Unmarried mothers in Central China's Hubei province can apply for birth certificates for their babies starting next year, a gesture experts read as a step to acknowledge the legal status of children born out of wedlock.
The new regulation was jointly issued by the provincial health and family planning commission and public security department in Hubei.
According to the regulation, all babies born in the province can get legal birth certificates and any institutions issuing and managing birth certificates can't attach additional conditions such as marriage certificates of the parents or birth approval certificates when issuing birth certificates.
The birth certificate is medical proof of the baby's birth status and parental relationship. It is needed to obtain Chinese citizenship as well as the household registration permit, or hukou.
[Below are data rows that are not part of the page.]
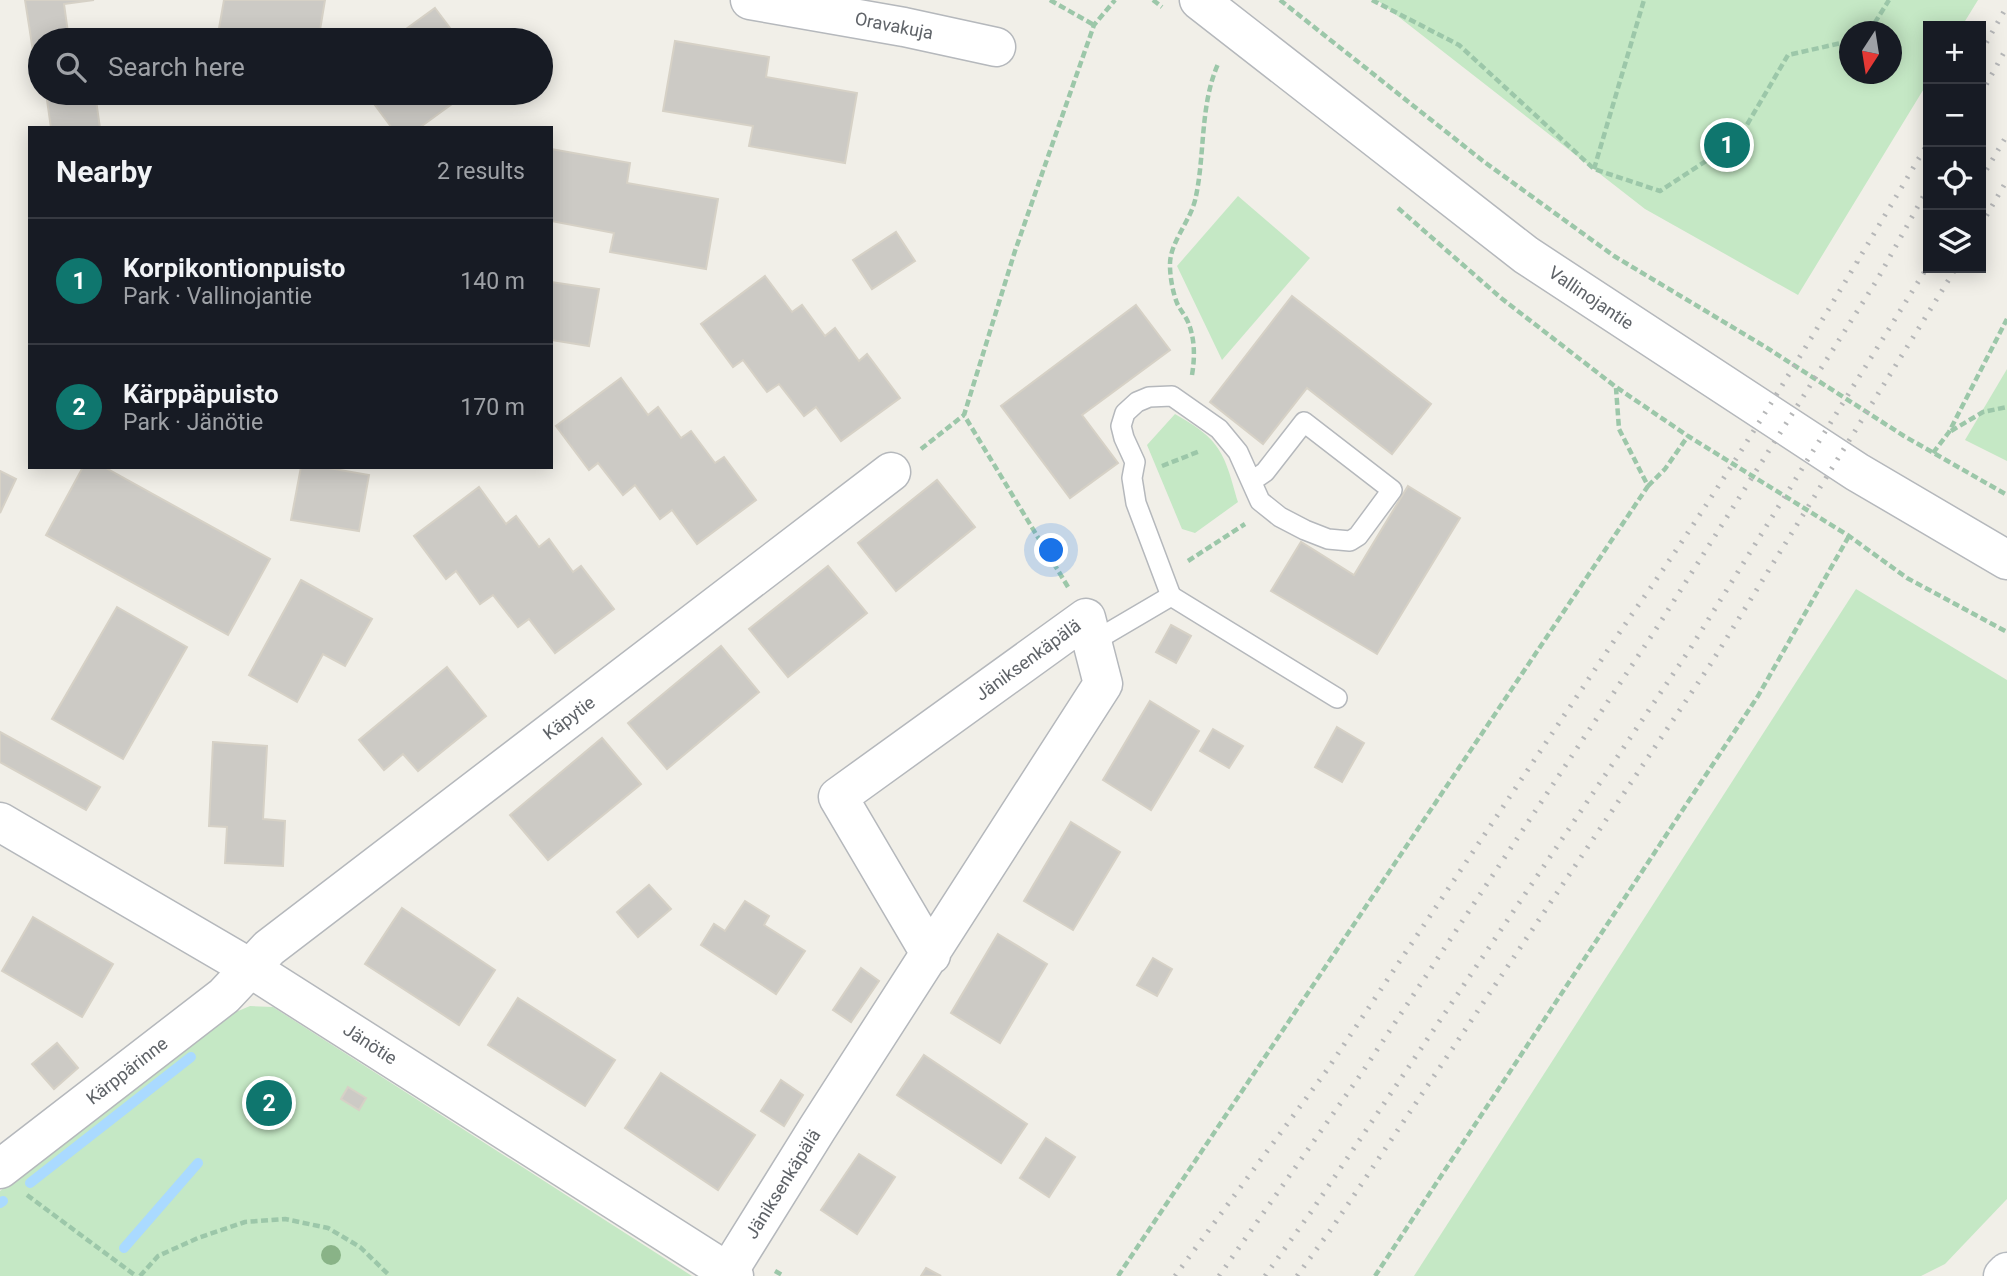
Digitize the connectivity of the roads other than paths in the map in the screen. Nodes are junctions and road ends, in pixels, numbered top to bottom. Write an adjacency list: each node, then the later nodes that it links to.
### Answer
1 (750, 0): 3 (street, Oravakuja)
2 (1199, 0): 6 (street, Vallinojantie)
3 (996, 47)
4 (891, 472): 12 (street, Käpytie)
5 (1252, 481): 5 (lane); 7 (lane)
6 (2007, 560)
7 (1171, 596): 8 (lane); 9 (lane)
8 (1089, 630): 11 (street, Jäniksenkäpälä); 11 (street, Jäniksenkäpälä)
9 (1337, 698)
10 (0, 822): 12 (street, Jänötie)
11 (931, 955): 15 (street, Jäniksenkäpälä)
12 (250, 968): 13 (street, Kärppärinne); 15 (street, Jänötie)
13 (10, 1180)
14 (2007, 1272): 16 (street)
15 (731, 1274)
16 (2003, 1276)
The lack of a hukou creates problems for the child's education and medical treatment.
"The requirements for obtaining a birth certificate differ from region to region, but usually it includes a birth approval certificate from the local family planning bureau. Some places even require a marriage license," Liang Zhongtang, a former expert with the National Population and Family Planning Commission and research fellow at the Shanghai Academy of Social Sciences, told the Global Times.
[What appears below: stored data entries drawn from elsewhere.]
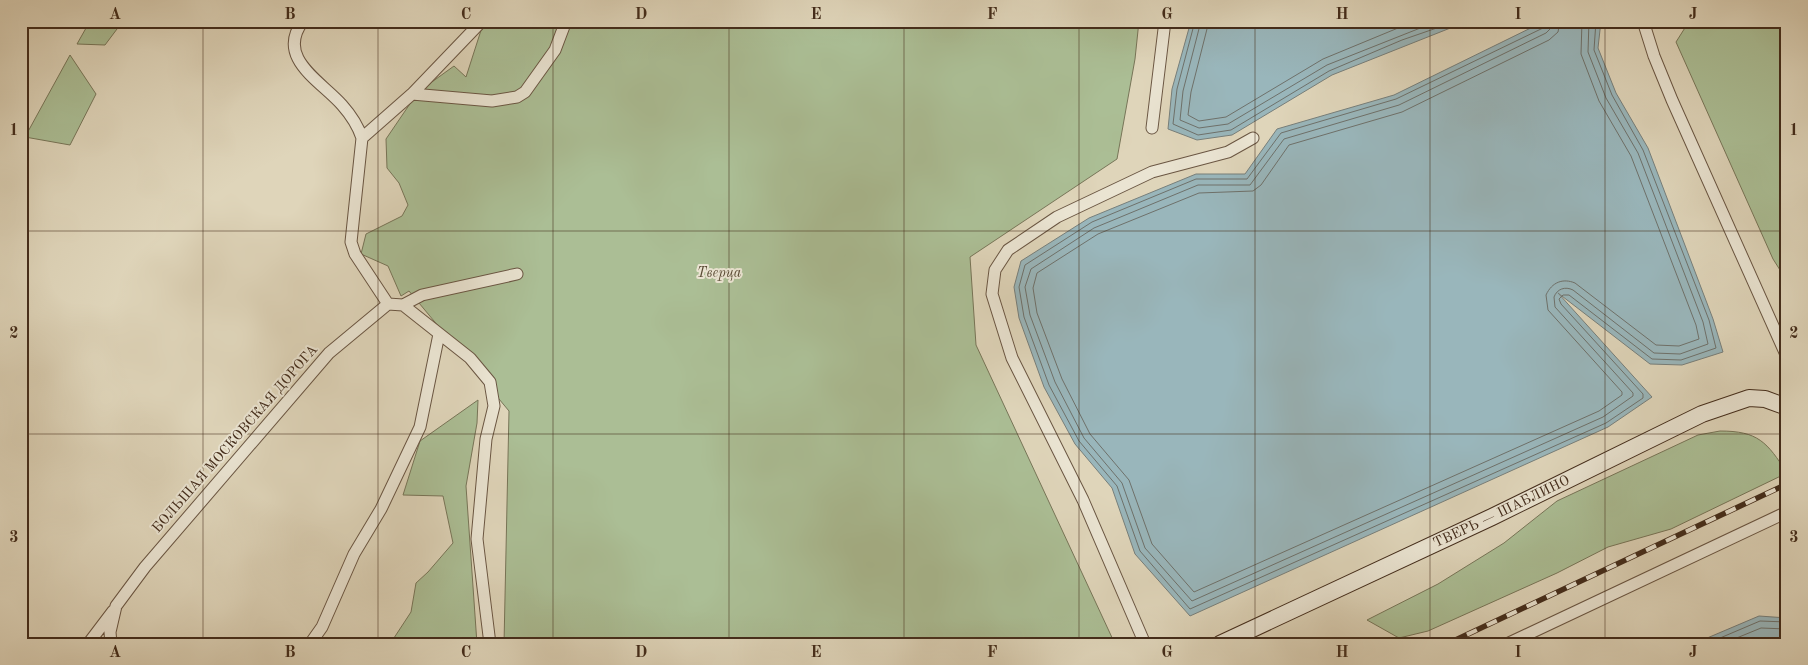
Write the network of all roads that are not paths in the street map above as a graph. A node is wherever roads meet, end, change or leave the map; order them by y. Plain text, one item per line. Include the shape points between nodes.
1 (303, 21) edge
2 (482, 21) edge
3 (566, 21) edge
4 (1165, 21) edge
5 (1643, 21) edge
6 (412, 94) junction
7 (1152, 128) dead end
8 (362, 138) junction
9 (1253, 138) dead end
10 (517, 274) dead end
11 (388, 304) junction
12 (403, 305) junction
13 (438, 334) junction
14 (1787, 357) edge
15 (1787, 406) edge
16 (1787, 512) edge
17 (116, 606) junction
18 (88, 644) edge
19 (111, 644) edge
20 (310, 644) edge
21 (490, 644) edge
22 (1145, 644) edge
23 (1220, 644) edge
24 (1507, 644) edge

1 - 8 street via 296,30 294,43 304,70 342,106 359,128
2 - 6 street
3 - 6 street via 555,50 525,92 517,97 492,102
4 - 7 street
5 - 14 street via 1672,100
6 - 8 street
8 - 11 street via 351,242 355,254
9 - 22 street via 1228,152 1152,172 1057,217 1008,250 994,270 992,294 1012,358 1082,500
10 - 12 street via 422,295
11 - 12 street
11 - 17 street, БОЛЬШАЯ МОСКОВСКАЯ ДОРОГА via 329,352
12 - 13 street
13 - 20 street via 420,427 381,509 354,554 322,627
13 - 21 street via 470,358 487,376 492,394 494,406 486,439 477,539
15 - 23 street, ТВЕРЬ — ШАБЛИНО via 1749,398 1702,414 1492,517
16 - 24 street
17 - 18 street, БОЛЬШАЯ МОСКОВСКАЯ ДОРОГА
17 - 19 street, БОЛЬШАЯ МОСКОВСКАЯ ДОРОГА via 110,632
A birth approval certificate is given by the birthing couple's employers or the neighborhood committee and approved by the local government upon the couple's application.
With the new policy, when unmarried mothers apply for birth certificates for their child, they need to provide a written statement, according to a report on news portal cnhubei.com.
"I think the new regulation is a sign that society is progressing," the Xinhua News Agency quotes an unmarried mother surnamed Cheng as saying. "Unmarried mothers should have the right to choose whether they want to raise their children on their own. 'Birthing out of wedlock' should be a problem tackled by the marriage law."
Liang said the new policy is an improvement. "It doesn't matter whether you are married or unmarried, as long as there's a birth, the child will be a legal one, that's following the natural order," he said.
"The policy is humane as it shows respect to people's rights of birth and children's rights of survival," Yuan Xin, a professor with the Institute of Population and Development at Nankai University, told the Global Times on Monday.
But a birth certificate does not mean that unmarried parents will be exempted from other punishment if their giving birth violates China's family planning policy, Yuan said.
Some people question the legitimacy of this policy, saying it might encourage giving birth before marriage and extramarital affairs, which go against the traditional values of society.
Historically there has been discrimination toward unmarried parents in China.
In June, a family planning regulation was drafted in Wuhan, capital city of Hubei, which requires unmarried mothers without "appropriate certificates" from the children's fathers and those who knowingly have children out of wedlock to pay a "social compensation fee."
Liang said he thinks the easing of the policy came because of the phenomenon of people having children out of wedlock, not the other way around.
Yuan said he doesn't think the policy will encourage unmarried birth or pregnancy before marriage. "Both unmarried birth and pregnancy before marriage are not encouraged by Chinese traditional ethics and current laws," Yuan said.